In South Carolina, though, Sen. Lindsey Graham beat back a challenge — six challengers, actually — from the right flank by refusing just to be angry and frustrated. He touted compromise, and he won.
“People are really saying, ‘OK, enough already,’ “ Graham told The Atlantic’s Molly Ball. “They’re starting to push back from trying to define conservatism in a fashion where there is no room for solving problems.”
Polls have shown the tea party movement, which came about around the same time as President Barack Obama took office, has waned among Republican voters, though it still holds powerful sway in some corners of the country. Elections this year have been a mixed bag: Tea partyers are elated about Brat in Virginia and Senate challenger Chris McDaniel in Mississippi but saddened by the wins by Senate Minority Leader Mitch McConnell in Kentucky and Whip John Cornyn in Texas.
The conventional wisdom is that the GOP is still trying to find — and define — itself. Is the tea party pulling the strings or has the old guard kept it at bay? Do voters want Washington to find solutions or to import solutions by changing Washington?
Let’s make a couple things clear: Elements of the tea party are very much alive, as they have been for decades and likely will be for years to come. The tea party label is broad and generic, and every defeated incumbent isn’t a victim of a tea party success.
Former Sen. Bob Bennett became the first tea party trophy after being knocked out by the growing conservative movement in 2010. He lost at the Utah Republican Party convention, where 86 percent of delegates expressed a favorable attitude toward the tea party movement. Some 71 percent of those same delegates said they’d nominate someone other than Sen. Orrin Hatch in 2012.
But, by then, a new crush of delegates favored Hatch (he got through the convention and won a primary bout) and only 57 percent of the new folks said they aligned with the tea party.
For his part, Bennett says he got rolled in the 2010 wave — as would have Hatch if he were up then — but the new landscape shows that candidates can prepare for such challenges.
“The bottom line is the tea party can pick off an unsuspecting candidate, but it no longer has the ability to beat somebody who will organize for it and go after it with an organized campaign,” the former three-term senator says. “In Utah, they beat me with a national tsunami and two years later, they couldn’t do that to Orrin Hatch.”
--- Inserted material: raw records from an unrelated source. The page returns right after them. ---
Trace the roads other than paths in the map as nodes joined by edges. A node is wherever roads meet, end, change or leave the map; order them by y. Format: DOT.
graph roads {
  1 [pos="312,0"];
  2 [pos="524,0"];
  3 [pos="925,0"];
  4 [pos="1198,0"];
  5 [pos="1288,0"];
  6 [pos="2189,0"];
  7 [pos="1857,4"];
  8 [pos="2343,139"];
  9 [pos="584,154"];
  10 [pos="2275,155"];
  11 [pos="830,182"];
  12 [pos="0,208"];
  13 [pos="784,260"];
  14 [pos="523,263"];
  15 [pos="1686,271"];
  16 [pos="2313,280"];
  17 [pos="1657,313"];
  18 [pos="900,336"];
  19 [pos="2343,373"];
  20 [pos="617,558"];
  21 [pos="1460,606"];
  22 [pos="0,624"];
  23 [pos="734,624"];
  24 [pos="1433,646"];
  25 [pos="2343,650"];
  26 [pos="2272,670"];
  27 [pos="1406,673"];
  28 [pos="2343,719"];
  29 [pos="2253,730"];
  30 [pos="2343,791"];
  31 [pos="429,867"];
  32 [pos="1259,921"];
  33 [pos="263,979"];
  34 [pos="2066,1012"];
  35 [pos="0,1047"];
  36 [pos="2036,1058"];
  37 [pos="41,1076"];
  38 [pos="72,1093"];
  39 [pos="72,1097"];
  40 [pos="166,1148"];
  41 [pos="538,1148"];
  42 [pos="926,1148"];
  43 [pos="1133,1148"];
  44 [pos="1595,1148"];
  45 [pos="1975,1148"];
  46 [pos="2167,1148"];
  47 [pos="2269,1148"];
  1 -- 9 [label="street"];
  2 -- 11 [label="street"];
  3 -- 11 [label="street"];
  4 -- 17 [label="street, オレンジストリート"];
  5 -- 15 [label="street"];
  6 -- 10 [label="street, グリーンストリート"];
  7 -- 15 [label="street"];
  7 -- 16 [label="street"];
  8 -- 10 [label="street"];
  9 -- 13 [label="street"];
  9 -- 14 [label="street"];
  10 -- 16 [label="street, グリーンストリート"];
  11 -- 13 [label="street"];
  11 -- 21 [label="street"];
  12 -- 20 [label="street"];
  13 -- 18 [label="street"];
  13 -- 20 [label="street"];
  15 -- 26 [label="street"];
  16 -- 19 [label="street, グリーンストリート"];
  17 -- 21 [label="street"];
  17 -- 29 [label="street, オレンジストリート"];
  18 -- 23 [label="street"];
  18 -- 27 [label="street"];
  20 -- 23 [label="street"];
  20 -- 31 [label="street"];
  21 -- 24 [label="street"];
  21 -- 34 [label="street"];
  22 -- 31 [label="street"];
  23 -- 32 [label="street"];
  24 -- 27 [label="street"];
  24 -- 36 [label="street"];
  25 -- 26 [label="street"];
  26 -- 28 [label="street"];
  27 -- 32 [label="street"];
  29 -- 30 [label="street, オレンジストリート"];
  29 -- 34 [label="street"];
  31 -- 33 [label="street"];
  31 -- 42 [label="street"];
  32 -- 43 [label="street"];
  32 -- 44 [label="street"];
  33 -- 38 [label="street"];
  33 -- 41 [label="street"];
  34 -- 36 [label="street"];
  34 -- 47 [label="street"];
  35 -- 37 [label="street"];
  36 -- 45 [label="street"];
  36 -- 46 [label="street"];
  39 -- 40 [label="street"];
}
Part of that is simple math. There will always be a discontented voter bloc — on the right with a Democrat in the White House and vice versa with a Republican commander in chief — that newcomers can woo. Incumbents who aren’t in touch with their voters, and who take for granted an easy election, are vulnerable.
Primaries bring out the most die-hard voters, not the ones looking for the status quo. Cantor didn’t realize the swell building against him quickly enough. There wasn’t much Bennett could have done four years ago, either, to combat the anti-Washington attitude. Hatch, though, saw it and took it on.
Rep. Jason Chaffetz, who was tempted to run against Hatch but stuck with the House, says it’s not about the tea party being on the upswing or downswing, but about the voters’ will.
“Upsets happen whether you call them the tea party or not when you get voters who think that the incumbent is the wrong person for the job. That happens,” says Chaffetz, R-Utah. “If there’s a lesson as much as anything, it’s that you need to pay attention to politics at home. Lindsey Graham was very bold in his stances but won overwhelmingly in a crowded field. It’s the contrast of how Bob Bennett ran a campaign and Orrin Hatch ran a campaign.”
To wit, some would say the same tea party that took out Bennett is dead, or at least a shadow of its former self. But, as some elections show, the movement still lives on and Republicans best take notice.